Best Hitting Pitchers in MLB Baseball 2018

May 12, 2018

Shohei Ohtani has more or less blown up any discussion of the best hitting pitchers in major league baseball.  He’s created a whole new paradigm for two-way players that hasn’t existed since the 1920’s and the only question is whether he is the start of a new trend or a one-off.

Highly touted prospect Brendan McKay is still on pace to be the next two-way player, although he’s still got a long way to go and his hitting abilities may not be able to keep up with his pitching abilities as he shoots up through the minors.  McKay is already ready for a promotion to A+ ball as a pitcher, and I wouldn’t hold him back to let his hitting catch up.  Still, major league pitchers who can also pinch hit should have value in today’s extreme relief pitching game.

1.  Shohei Ohtani.  I didn’t want to jump on the Ohtani as hitter bandwagon too soon, but I was convinced he’s for real (even if he doesn’t continue to bat .344 and produce over 1.000) when he beat the shift with a double down the left field line about a week ago.  Ohtani has what it takes to be a great major league hitter, although he’ll face his forced adjustments and his hitting performance will be affected by the many games in which he does not bat.  That said, the baby-faced 23 year old phenom can hit.

2.  Madison Bumgarner (.185 career batting average and .555 career OPS).  MadBum is still baseball’s best full-time pitcher hitter, but the bloom is off the rose compared to Ohtani, who will be DHing three times a week until major league baseball pitchers prove they can get him out.  A one-on-one Ohtani-MadBum home run derby at the All-Star Break would be an enormous amount of fun.  Madbum should be healthy by then.

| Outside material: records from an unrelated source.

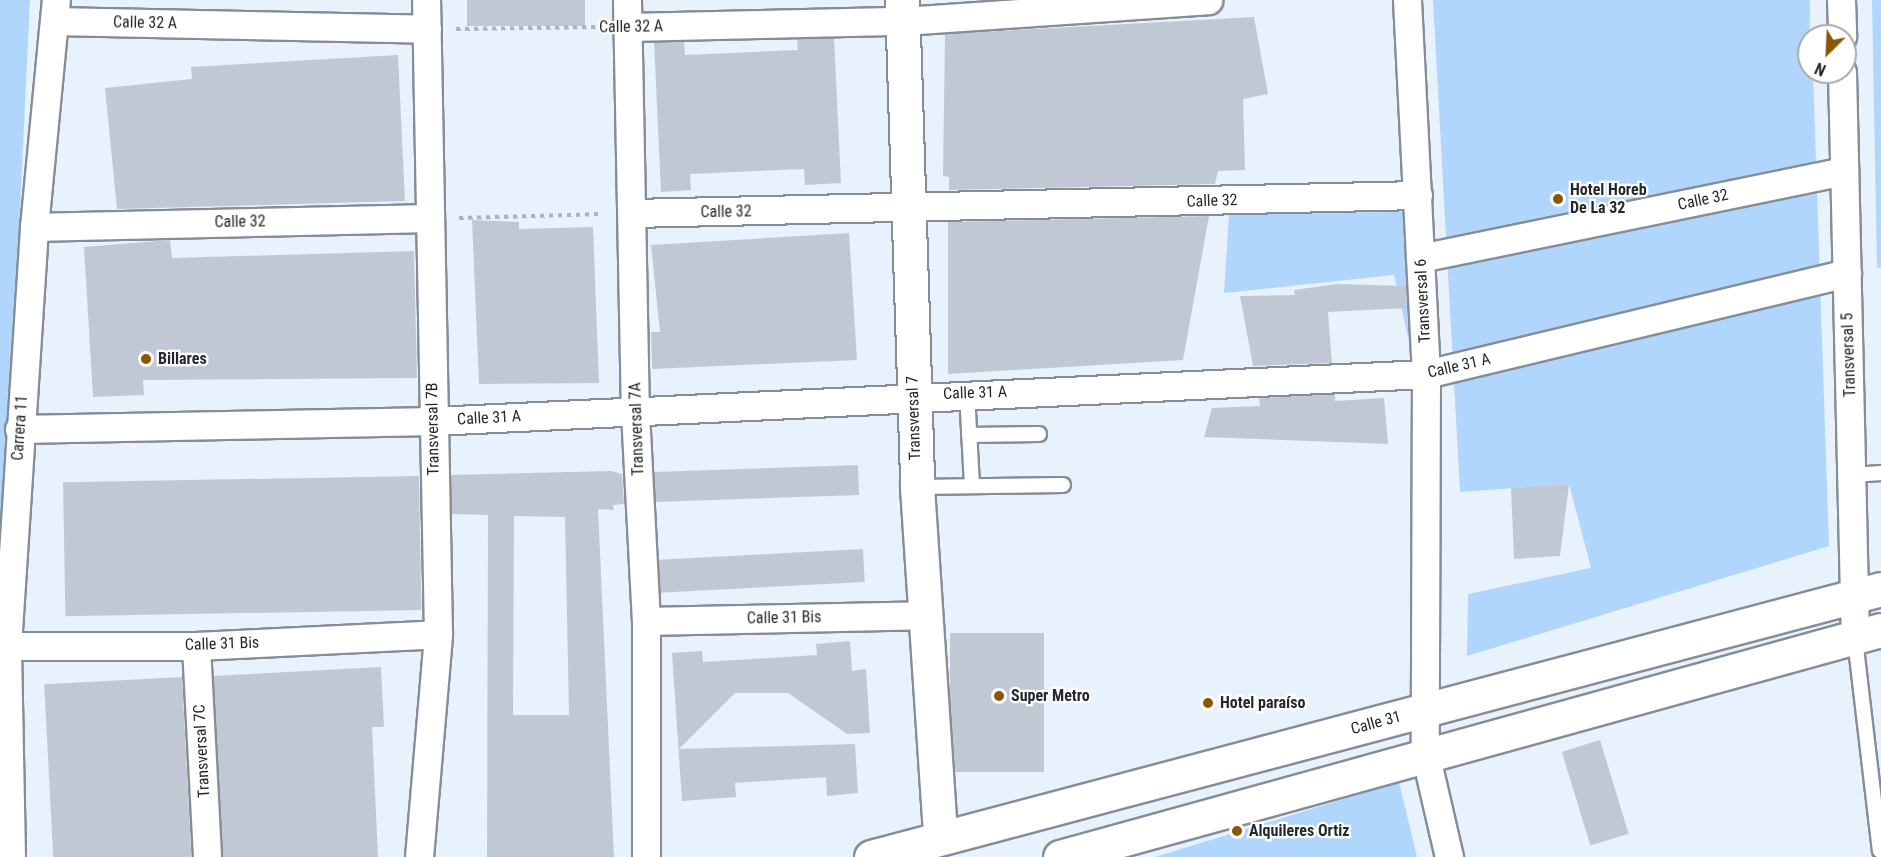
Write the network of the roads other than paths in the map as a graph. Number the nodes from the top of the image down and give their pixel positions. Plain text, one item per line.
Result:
1 (426, 0) edge
2 (627, 0) edge
3 (1208, 0) edge
4 (1407, 0) edge
5 (1841, 0) edge
6 (902, 10) edge
7 (55, 11) edge
8 (1842, 24) edge
9 (629, 27) junction
10 (427, 29) junction
11 (1842, 84) edge
12 (1844, 171) junction
13 (1418, 195) junction
14 (907, 210) junction
15 (632, 213) junction
16 (429, 218) junction
17 (34, 227) junction
18 (1420, 258) junction
19 (1846, 273) junction
20 (1426, 374) junction
21 (967, 393) junction
22 (912, 396) junction
23 (635, 412) junction
24 (433, 421) junction
25 (19, 429) junction
26 (1039, 434) dead end
27 (969, 435) junction
28 (1881, 473) edge
29 (1852, 475) junction
30 (1064, 485) dead end
31 (972, 486) junction
32 (916, 487) junction
33 (1867, 592) edge
34 (923, 615) junction
35 (646, 621) junction
36 (438, 634) junction
37 (1868, 634) edge
38 (7, 646) junction
39 (196, 646) junction
40 (1426, 710) junction
41 (1425, 753) junction
42 (928, 846) edge
43 (1880, 850) edge
44 (11, 857) edge
45 (207, 857) edge
46 (418, 857) edge
47 (646, 857) edge
48 (871, 857) edge
49 (1060, 857) edge
50 (1449, 857) edge

1 - 10 street, Transversal 7B
2 - 9 street, Transversal 7A
3 - 6 street, Calle 32 A
4 - 13 street, Transversal 6
5 - 8 street
6 - 9 street, Calle 32 A
6 - 14 main road, Transversal 7
7 - 10 street, Calle 32 A
7 - 17 street, Carrera 11
9 - 15 street, Transversal 7A
10 - 16 street, Transversal 7B
11 - 12 street, Transversal 5
12 - 18 street, Calle 32
12 - 19 street, Transversal 5
13 - 14 street, Calle 32
13 - 18 street, Transversal 6
14 - 15 street, Calle 32
14 - 22 main road, Transversal 7
15 - 23 street, Transversal 7A
16 - 17 street, Calle 32
16 - 24 street, Transversal 7B
17 - 25 street, Carrera 11
18 - 20 street, Transversal 6
19 - 20 street, Calle 31 A
19 - 29 street, Transversal 5
20 - 21 street, Calle 31 A
20 - 40 street, Transversal 6
21 - 22 street, Calle 31 A
21 - 27 lane
22 - 23 street, Calle 31 A
22 - 32 main road, Transversal 7
23 - 24 street, Calle 31 A
23 - 35 street, Transversal 7A
24 - 25 street, Calle 31 A
24 - 36 street, Transversal 7B
25 - 38 street, Carrera 11
26 - 27 lane
27 - 31 lane
28 - 29 lane
29 - 33 street, Transversal 5
30 - 31 lane
31 - 32 lane
32 - 34 main road, Transversal 7
33 - 37 street, Transversal 5
33 - 40 main road, Calle 31
34 - 35 street, Calle 31 Bis
34 - 42 main road, Transversal 7
35 - 47 street, Transversal 7A
36 - 39 street, Calle 31 Bis
36 - 46 street, Transversal 7B
37 - 41 main road
37 - 43 lane
38 - 39 street, Calle 31 Bis
38 - 44 street, Carrera 11
39 - 45 street, Transversal 7C
40 - 41 street, Transversal 6
40 - 42 main road, Calle 31
41 - 49 main road
41 - 50 street, Transversal 6
42 - 48 main road, Calle 31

3.  Zack Greinke  (.229 BA, .579 OPS).   One thing I’ve noticed about good hitting pitchers, writing about them as I have for some years now, is that there doesn’t seem to be a particularly strong correlation between a pitcher’s ability to hit and his having spent his minor league time or the vast majority of his MLB career with a National League team, even though this would presumably mean that the pitcher got a lot more opportunities to hit.  After spending his minor league career and his first seven major league seasons with the Royals, Greinke established himself as a fine hitter by his second National League season.

If I had to guess, I would say that the ability to hit the fastball (and lay off breaking pitches) is probably the most important factor in a pitcher’s ability to hit.  Pitchers hate to walk the opposing pitcher, so any time the pitcher-as-hitter is ahead in the count, fastballs for strikes are likely to follow.

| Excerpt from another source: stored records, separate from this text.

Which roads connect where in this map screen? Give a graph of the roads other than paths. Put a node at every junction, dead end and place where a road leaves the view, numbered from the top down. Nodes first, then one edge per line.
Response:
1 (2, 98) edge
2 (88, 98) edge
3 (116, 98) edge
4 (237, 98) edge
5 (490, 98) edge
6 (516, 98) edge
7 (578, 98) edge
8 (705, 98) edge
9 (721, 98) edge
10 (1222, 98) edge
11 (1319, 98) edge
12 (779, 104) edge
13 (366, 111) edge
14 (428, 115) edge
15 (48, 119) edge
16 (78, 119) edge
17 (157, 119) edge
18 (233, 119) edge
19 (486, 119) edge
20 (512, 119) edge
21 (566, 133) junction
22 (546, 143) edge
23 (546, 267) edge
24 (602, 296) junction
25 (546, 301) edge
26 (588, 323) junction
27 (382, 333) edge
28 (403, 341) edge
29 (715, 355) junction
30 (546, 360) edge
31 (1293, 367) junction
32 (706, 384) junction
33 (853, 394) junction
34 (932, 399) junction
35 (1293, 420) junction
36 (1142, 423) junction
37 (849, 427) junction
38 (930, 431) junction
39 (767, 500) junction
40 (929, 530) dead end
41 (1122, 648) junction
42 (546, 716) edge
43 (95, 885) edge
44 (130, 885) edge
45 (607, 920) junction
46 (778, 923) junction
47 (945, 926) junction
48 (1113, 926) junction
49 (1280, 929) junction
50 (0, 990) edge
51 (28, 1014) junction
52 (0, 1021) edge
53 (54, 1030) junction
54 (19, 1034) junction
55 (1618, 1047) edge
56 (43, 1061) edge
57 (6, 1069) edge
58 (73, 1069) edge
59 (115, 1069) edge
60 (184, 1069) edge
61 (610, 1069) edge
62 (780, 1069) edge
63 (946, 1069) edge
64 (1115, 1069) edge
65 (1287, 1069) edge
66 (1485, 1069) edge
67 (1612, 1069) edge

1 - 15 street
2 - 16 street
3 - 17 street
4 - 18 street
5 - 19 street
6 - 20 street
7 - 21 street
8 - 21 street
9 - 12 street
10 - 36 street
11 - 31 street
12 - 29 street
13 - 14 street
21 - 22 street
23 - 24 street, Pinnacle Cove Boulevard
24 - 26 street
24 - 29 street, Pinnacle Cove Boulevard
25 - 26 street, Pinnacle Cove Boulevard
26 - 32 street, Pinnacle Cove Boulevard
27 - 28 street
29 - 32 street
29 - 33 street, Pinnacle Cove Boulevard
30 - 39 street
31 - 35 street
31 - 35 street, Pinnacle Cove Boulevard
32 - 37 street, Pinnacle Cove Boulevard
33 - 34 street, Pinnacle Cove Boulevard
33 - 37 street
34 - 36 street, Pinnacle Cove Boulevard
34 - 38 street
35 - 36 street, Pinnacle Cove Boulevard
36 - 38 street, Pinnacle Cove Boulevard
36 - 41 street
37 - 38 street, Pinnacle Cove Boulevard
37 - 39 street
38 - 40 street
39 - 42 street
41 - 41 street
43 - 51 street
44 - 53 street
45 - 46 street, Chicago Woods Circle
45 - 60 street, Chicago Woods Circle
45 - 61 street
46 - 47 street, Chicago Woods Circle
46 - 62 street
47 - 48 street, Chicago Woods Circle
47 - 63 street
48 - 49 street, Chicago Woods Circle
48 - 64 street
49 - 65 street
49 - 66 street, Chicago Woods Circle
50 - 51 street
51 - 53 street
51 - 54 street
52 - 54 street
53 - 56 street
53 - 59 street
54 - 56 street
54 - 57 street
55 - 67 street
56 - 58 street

The fact that the Diamondbacks are apparently not willing to give Greinke even half a dozen opportunities to pinch hit each season is a missed opportunity.

4.  Yovani Gallardo (.229, .564).  Gallardo’s career as a major league pitcher may be over, but he sure could hit.

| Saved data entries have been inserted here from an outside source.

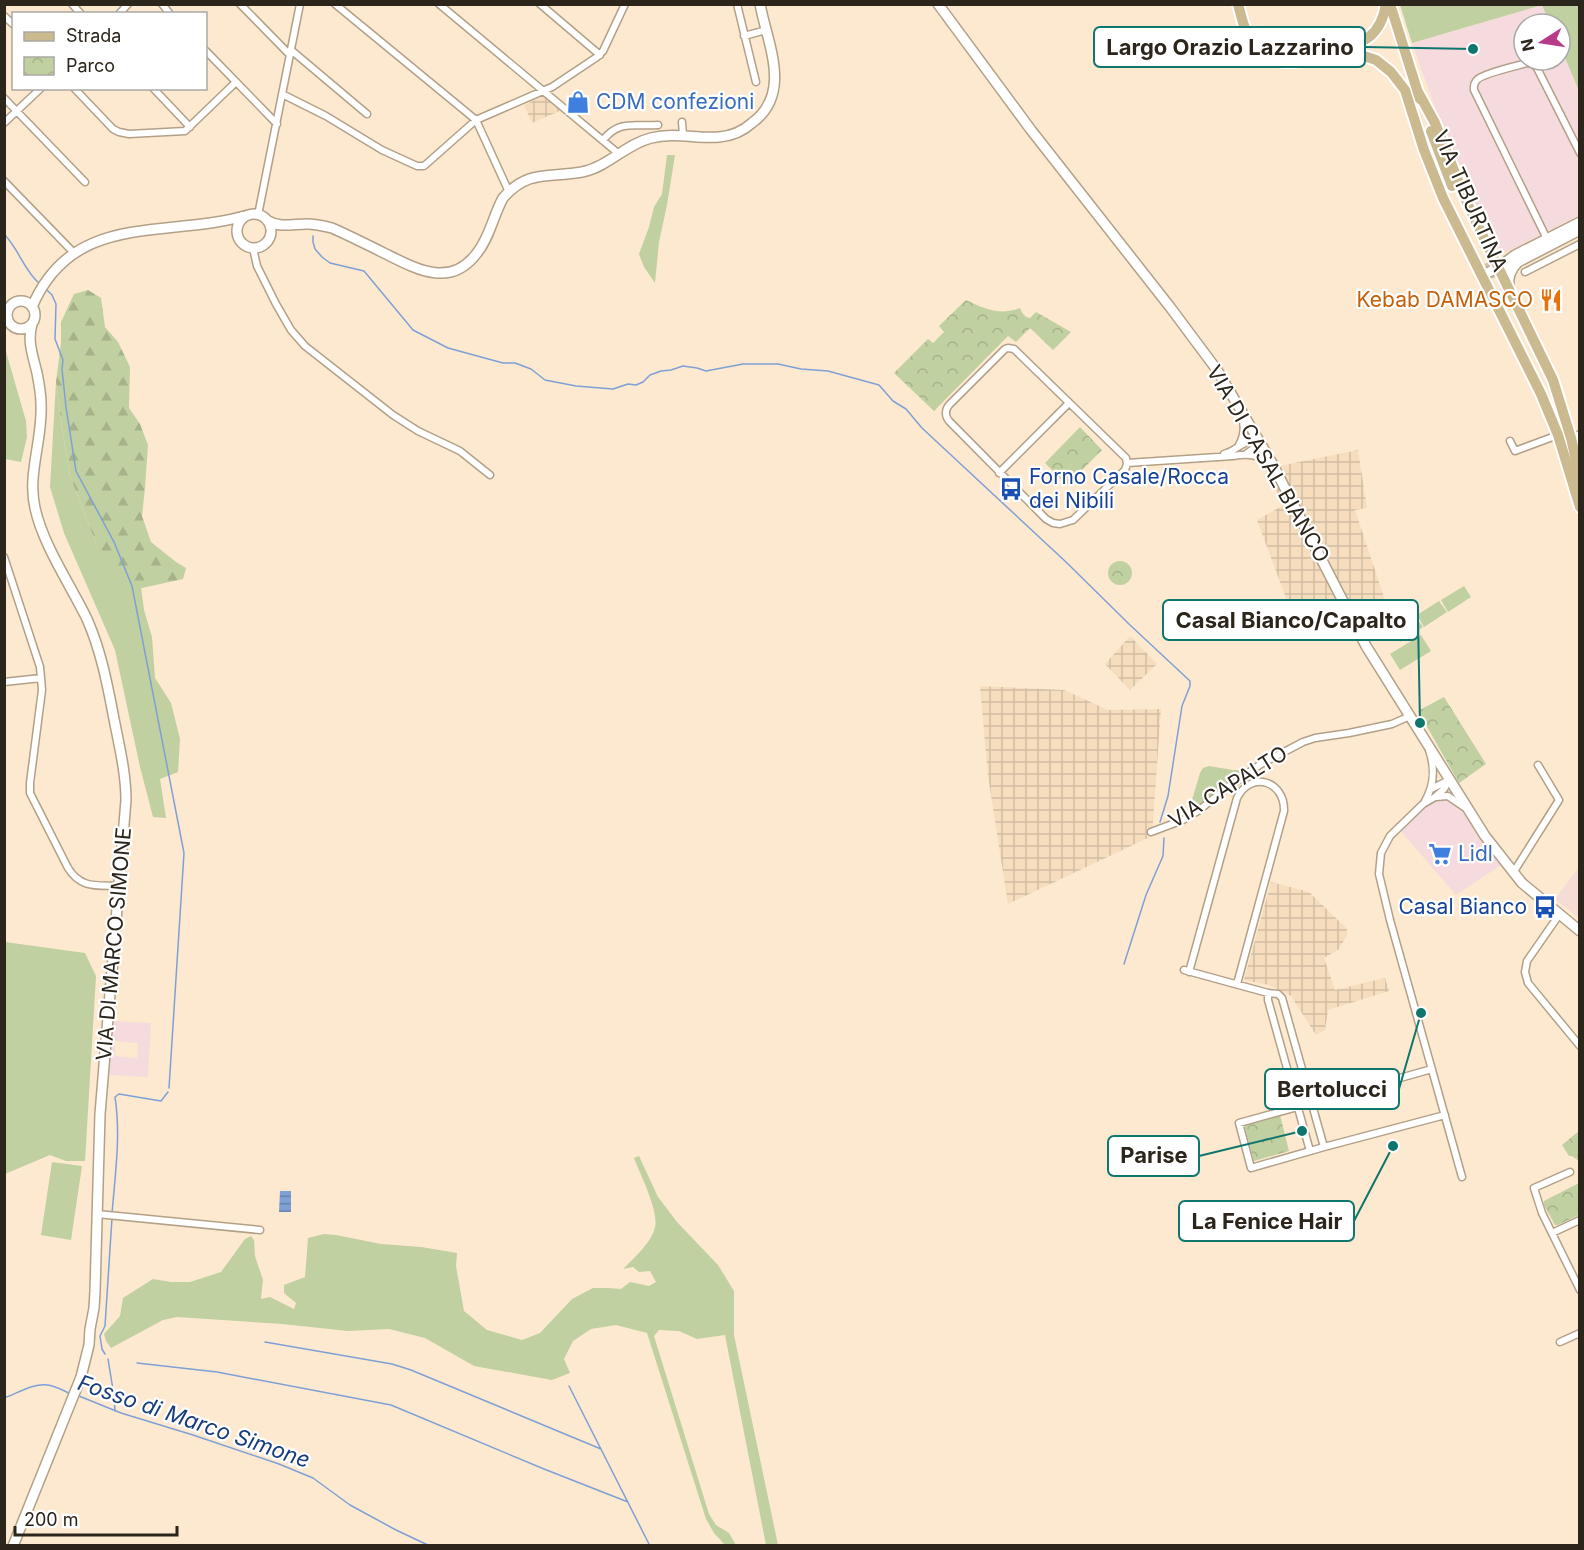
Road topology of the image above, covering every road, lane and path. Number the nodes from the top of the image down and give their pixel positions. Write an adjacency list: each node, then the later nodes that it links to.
1 (240, 4): 15 (street)
2 (300, 4): 15 (street)
3 (335, 4): 29 (street)
4 (438, 4): 23 (street)
5 (540, 4): 17 (street)
6 (625, 4): 17 (street)
7 (737, 4): 13 (street)
8 (760, 4): 12 (street)
9 (938, 4): 69 (street, VIA DI CASAL BIANCO)
10 (1238, 4): 16 (main road)
11 (1388, 4): 16 (main road); 24 (main road, VIA TIBURTINA)
12 (766, 30): 13 (street); 35 (street)
13 (744, 36): 19 (street)
14 (207, 52): 18 (street)
15 (291, 53): 25 (street); 28 (street)
16 (1331, 53): 60 (main road, VIA TIBURTINA)
17 (600, 55): 23 (street)
18 (236, 82): 32 (street); 34 (street)
19 (756, 82)
20 (39, 90): 27 (street)
21 (76, 90): 34 (street)
22 (155, 90): 34 (street)
23 (544, 91): 29 (street); 36 (street)
24 (1418, 92): 54 (main road); 58 (main road, VIA TIBURTINA)
25 (282, 94): 29 (street); 32 (street)
26 (4, 98): 27 (street)
27 (17, 111): 31 (street); 40 (street)
28 (367, 114)
29 (476, 120): 41 (street)
30 (682, 122): 35 (street)
31 (4, 123)
32 (277, 124): 43 (street)
33 (658, 125): 36 (street)
34 (190, 127)
35 (683, 135): 38 (street)
36 (603, 140): 38 (street)
37 (1580, 153): 51 (street)
38 (619, 154): 41 (street)
39 (4, 181): 55 (street)
40 (85, 182)
41 (509, 192): 47 (street)
42 (248, 215): 43 (street); 46 (street); 49 (street)
43 (258, 215): 44 (street)
44 (267, 221): 47 (street); 50 (street)
45 (1580, 222): 51 (street)
46 (214, 224): 49 (street); 55 (street)
47 (286, 225): 50 (street)
48 (1580, 230): 51 (street)
49 (237, 233): 53 (street)
50 (270, 237): 53 (street)
51 (1548, 242): 56 (street); 57 (street)
52 (1580, 244): 56 (street)
53 (253, 248): 80 (street)
54 (1490, 250): 57 (street); 58 (main road)
55 (75, 254): 62 (street)
56 (1556, 256): 59 (street)
57 (1516, 258): 58 (street); 61 (street)
58 (1495, 269): 60 (street); 61 (main road); 81 (main road, VIA TIBURTINA)
59 (1525, 272)
60 (1481, 276): 70 (main road, VIA TIBURTINA)
61 (1509, 288): 71 (main road)
62 (40, 290): 63 (street); 64 (street)
63 (21, 302): 64 (street); 65 (street)
64 (32, 307): 66 (street)
65 (8, 318): 66 (street); 67 (street, VIA DI MARCO SIMONE)
66 (32, 324): 67 (street, VIA DI MARCO SIMONE)
67 (30, 347): 96 (street, VIA DI MARCO SIMONE)
68 (1069, 403): 77 (street); 79 (street); 79 (street)
69 (1239, 406): 72 (street, VIA DI CASAL BIANCO); 74 (street)
70 (1558, 435): 73 (street); 82 (main road, VIA TIBURTINA)
71 (1575, 436): 81 (main road)
72 (1259, 440): 74 (street); 75 (street); 78 (street, VIA DI CASAL BIANCO)
73 (1510, 441)
74 (1239, 445): 76 (street)
75 (1246, 454): 76 (street); 78 (street)
76 (1218, 456): 77 (street)
77 (1127, 463): 79 (street)
78 (1272, 463): 86 (street, VIA DI CASAL BIANCO)
79 (999, 473)
80 (490, 475)
81 (1580, 480)
82 (1580, 507)
83 (4, 557): 84 (street)
84 (41, 678): 85 (street); 96 (street)
85 (4, 682)
86 (1410, 716): 87 (street, VIA DI CASAL BIANCO); 94 (street, VIA CAPALTO)
87 (1424, 739): 89 (street, VIA DI CASAL BIANCO); 90 (street)
88 (1538, 765): 95 (street)
89 (1449, 780): 90 (street); 91 (street); 93 (street, VIA DI CASAL BIANCO)
90 (1431, 789): 92 (street)
91 (1435, 797): 92 (street); 93 (street)
92 (1423, 804): 106 (street)
93 (1468, 810): 95 (street, VIA DI CASAL BIANCO)
94 (1151, 832)
95 (1513, 873): 97 (street, VIA DI CASAL BIANCO)
96 (119, 886): 114 (street, VIA DI MARCO SIMONE)
97 (1559, 915): 98 (street, VIA DI CASAL BIANCO); 105 (street)
98 (1580, 931)
99 (1237, 984): 99 (street); 100 (street)
100 (1268, 993): 101 (street); 102 (street)
101 (1293, 1033): 102 (street); 103 (street)
102 (1279, 1037): 104 (street)
103 (1296, 1043): 104 (street); 107 (street)
104 (1281, 1045): 108 (street)
105 (1580, 1046)
106 (1432, 1069): 107 (street); 109 (street)
107 (1312, 1103): 108 (street); 110 (street)
108 (1298, 1106): 111 (street); 111 (street)
109 (1445, 1115): 110 (street); 113 (street)
110 (1324, 1147): 111 (street)
111 (1310, 1151)
112 (1570, 1172): 117 (street)
113 (1462, 1177)
114 (97, 1214): 116 (street); 121 (street, VIA DI MARCO SIMONE)
115 (1580, 1220): 117 (street)
116 (260, 1230)
117 (1552, 1233): 118 (street)
118 (1580, 1290)
119 (1580, 1333): 120 (street)
120 (1560, 1342)
121 (13, 1545)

5. Adam Wainwright (.199 BA, .529 OPS).  Another player whose major league pitching career is winding down, but with well over 500 career at-bats, Wainwright has well proven his abilities as a hitting pitcher.

6.  Noah Syndergaard (.181 BA, .561 OPS).  A poor start to the 2018 season has brought Syndergaard’s batting average below the Mendoza Line, but he has power and will take a walk.

7.  Daniel Hudson (.226, .567).  Since coming back from an arm injury as a major league relief pitcher, Hudson has had only one plate appearance since 2012, but he could hit.

8.   Mike Leake (.200, .511).  Mike Leake hasn’t had a plate appearance yet this year, as he is now an American League pitcher.  He hit a ton his first three seasons with the Reds, but hasn’t done much with the bat since.

9.  Tyler Chatwood (.214, .485) and Tyson Ross (.199, .476).  As I point out every year, the best hitting major league pitchers get pretty bad pretty fast.

Honorable MentionsCC Sabathia (.212, .539)  CC hasn’t had a hit since 2010, but he could hit when he had the opportunity to bat more than three or four times a season.  Travis Wood (.185, .537).  Wood’s major league career appears over.

Young Hitting Pitchers to Watch.  Michael Lorenzen (.226, .618).  A shoulder injury has prevented Lorenzen from pitching or hitting so far in 2018.  Ty Blach (.194, .505) hit as a rookie in 2017 but is off to a terrible start with the bat in 2018.  Ben Lively (.182, .545) still has to prove he can be a major league starter.